For the girder section of the replacement structure, Granite-RLW built foundations using drilled 60-in. and 78-in. caissons. The location and design of the foundations were carefully selected to avoid any potential conflict with the subterranean waterways that feed the hot springs. The downtown cast-in-place structure is built on spread footings that measure 4 ft x 9 ft x 27 ft at each column, with two columns per location.


Progress … and a Crash

Granite-RLW put nearly 40% of the new girder substructure in place before the old structure was closed, then demolition subcontractor Cherry Creek Recycling began what was scheduled to be a two-week teardown. On the evening of the second day, backhoes were pulling girders away from a pier near the downtown side of the river when the pier unexpectedly failed, resulting in a 210-ft span of girders tumbling to the ground and blocking the railroad tracks.

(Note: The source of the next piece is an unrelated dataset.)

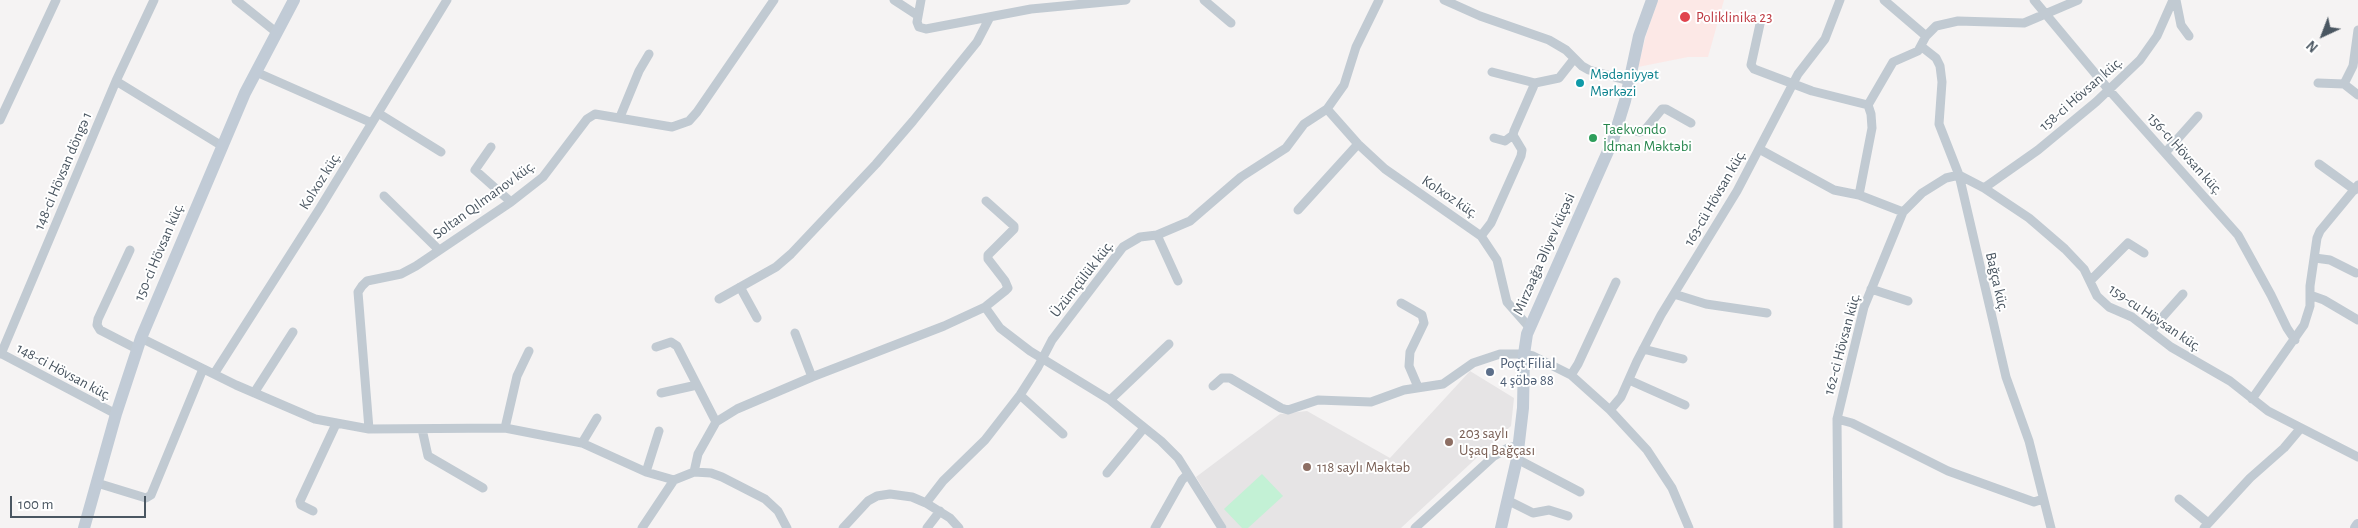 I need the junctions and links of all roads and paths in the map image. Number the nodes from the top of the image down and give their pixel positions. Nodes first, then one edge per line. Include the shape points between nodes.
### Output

No injuries resulted from the incident, and the tracks were cleared in a matter of hours, with no disruption to rail traffic. As the girders fell, however, they damaged some of the exposed rebar on the unfinished substructure.

“That’s just part of the risk of building so close to an old structure,” Stewart says, adding that the subcontractor followed all required demolition and safety protocols. After assessing the damage, “the repair plan was ready in 12 hours, and our schedule wasn’t affected,” he says.

The unexpected girder collapse proved to be the only significant construction-related incident during the closure. Racing the calendar with nearly round-the-clock construction activity, Granite-RLW erected the remaining two spans of the girder section and all the cast-in-place substructure before pouring the 3.3-in. to 9-in.-thick deck.

CDOT and the project team determined the functionally complete bridge could be opened 10 days ahead of schedule, earning Granite-RLW a $250,000 bonus.

“We really weren’t sure how the community would react when the opening date was announced,” says Pat Kalisz, project manager for Granite. Indeed, a ceremony originally expected to attract only a few hundred people was nearly overwhelmed by 3,000 residents who were eager to walk across the new structure before it opened to traffic.

“It just shows how important the project was to them and how closely they followed its progress,” Kalisz adds.

Granite-RLW will complete the 30-month replacement project next year, after construction of an I-70 ramp and an associated retaining wall, removal of the causeways, completion of electrical work and the addition of a 1-in.-thick polyester bridge-deck overlay.

Although there is plenty of credit to be shared on the project, Glenwood Springs city engineer Terri Partch sums up the feelings of many in describing how CDOT and Granite-RLW kept the community’s needs interests at heart. “This could have been the worst thing to ever happen to the city,” Partch says. “Instead, they did everything possible to move things along and keep everyone informed. Their level of effort was a real game-changer.”